The collective eyes of the watch world now turn to the embattled Baselworld, which is still scheduled to immediately follow the planned Watches & Wonders dates. The Coronavirus could not have come at a worse time for the largest watch and jewellery trade show in the world, as Baselworld desperately tries to reinvent itself, to slow the haemorrhaging of exhibitors who are choosing to spend their money elsewhere.
Only last Thursday, Baselworld released a statement that they are unperturbed by the virus. “Baselworld 2020 is on track,” said Michel Loris-Melikoff, Managing Director of Baselworld. “We are planning the coming show as intended. Based on the comprehensive information our monitoring team has collected to date, we have no reason to doubt it at all.

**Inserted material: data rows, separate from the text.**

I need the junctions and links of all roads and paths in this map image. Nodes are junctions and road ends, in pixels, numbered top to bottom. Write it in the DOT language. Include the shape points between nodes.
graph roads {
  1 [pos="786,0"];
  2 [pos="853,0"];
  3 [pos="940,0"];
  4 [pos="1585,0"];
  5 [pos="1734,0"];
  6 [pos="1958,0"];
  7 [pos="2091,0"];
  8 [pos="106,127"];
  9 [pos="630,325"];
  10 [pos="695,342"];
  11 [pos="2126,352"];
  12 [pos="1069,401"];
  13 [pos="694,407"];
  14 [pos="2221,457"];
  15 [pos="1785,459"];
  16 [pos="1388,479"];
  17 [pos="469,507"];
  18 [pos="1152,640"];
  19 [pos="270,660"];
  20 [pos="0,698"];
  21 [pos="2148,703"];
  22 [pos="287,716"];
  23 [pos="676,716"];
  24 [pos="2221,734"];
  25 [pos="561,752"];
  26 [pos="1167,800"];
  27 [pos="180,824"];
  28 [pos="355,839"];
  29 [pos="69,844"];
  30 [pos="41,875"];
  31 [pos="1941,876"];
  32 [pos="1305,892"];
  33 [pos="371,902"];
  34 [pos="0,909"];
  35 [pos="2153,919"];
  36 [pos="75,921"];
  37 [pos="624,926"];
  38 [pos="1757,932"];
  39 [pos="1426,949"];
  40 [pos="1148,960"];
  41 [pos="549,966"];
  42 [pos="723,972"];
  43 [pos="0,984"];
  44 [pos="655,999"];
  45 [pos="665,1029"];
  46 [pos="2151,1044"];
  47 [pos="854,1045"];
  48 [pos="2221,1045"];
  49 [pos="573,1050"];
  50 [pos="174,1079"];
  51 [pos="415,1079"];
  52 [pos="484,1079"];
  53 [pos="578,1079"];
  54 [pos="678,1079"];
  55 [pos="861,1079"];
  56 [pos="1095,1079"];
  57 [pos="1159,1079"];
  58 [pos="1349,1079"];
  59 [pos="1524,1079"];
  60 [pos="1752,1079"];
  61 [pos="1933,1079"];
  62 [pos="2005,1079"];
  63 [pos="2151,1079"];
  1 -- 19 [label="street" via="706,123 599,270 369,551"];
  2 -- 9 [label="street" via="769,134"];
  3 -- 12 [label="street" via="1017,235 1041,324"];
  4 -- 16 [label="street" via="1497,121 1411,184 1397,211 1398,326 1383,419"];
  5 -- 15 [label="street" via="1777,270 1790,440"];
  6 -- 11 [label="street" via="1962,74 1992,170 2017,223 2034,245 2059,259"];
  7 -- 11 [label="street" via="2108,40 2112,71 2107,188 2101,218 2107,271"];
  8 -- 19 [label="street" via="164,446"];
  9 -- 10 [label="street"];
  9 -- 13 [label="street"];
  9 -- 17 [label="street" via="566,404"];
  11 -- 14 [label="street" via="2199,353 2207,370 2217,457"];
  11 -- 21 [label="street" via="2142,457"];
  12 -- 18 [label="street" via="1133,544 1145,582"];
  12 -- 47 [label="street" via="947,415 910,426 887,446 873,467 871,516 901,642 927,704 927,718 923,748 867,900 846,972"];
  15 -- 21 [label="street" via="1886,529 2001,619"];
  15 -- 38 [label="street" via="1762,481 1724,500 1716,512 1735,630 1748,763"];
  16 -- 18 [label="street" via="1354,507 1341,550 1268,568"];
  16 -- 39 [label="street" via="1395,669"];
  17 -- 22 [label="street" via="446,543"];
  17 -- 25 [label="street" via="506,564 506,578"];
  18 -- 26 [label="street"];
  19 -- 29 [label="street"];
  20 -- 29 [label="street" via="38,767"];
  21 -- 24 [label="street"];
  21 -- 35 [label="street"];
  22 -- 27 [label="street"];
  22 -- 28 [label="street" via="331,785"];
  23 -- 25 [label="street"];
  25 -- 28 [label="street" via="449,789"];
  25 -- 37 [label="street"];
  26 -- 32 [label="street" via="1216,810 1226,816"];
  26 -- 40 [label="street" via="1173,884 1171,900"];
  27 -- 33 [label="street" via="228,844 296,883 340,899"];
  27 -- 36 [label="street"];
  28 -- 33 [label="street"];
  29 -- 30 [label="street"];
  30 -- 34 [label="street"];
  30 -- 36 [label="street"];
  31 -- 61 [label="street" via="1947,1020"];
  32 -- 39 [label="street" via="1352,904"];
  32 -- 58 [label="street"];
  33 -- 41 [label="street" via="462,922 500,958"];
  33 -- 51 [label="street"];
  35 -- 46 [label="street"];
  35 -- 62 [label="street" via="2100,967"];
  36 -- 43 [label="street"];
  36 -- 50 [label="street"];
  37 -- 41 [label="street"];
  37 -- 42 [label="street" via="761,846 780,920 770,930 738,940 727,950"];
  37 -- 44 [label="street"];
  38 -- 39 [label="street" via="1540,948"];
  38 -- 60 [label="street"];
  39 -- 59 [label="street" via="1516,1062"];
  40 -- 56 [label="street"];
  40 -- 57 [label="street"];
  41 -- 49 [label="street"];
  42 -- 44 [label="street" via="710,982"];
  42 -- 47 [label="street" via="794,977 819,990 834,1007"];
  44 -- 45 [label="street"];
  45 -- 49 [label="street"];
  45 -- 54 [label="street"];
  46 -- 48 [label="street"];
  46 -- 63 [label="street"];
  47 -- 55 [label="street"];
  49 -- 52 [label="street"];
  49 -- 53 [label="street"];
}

“We are very closely monitoring the evolution of the COVID-19 situation and are in close contact with the respective health and other authorities. In coordination with the most important stakeholders of our industries, we are respecting all official procedures and recommendations to ensure the safety of the exhibitors, visitors and staff. A comprehensive health action plan has been drawn up for rapid deployment if necessary.”
While the ambition to deliver Baselworld — scheduled for April 30 to May 5 — without hiccup is understandable, we will wait and see if the cancellation of their closest rival in Geneva will change anything.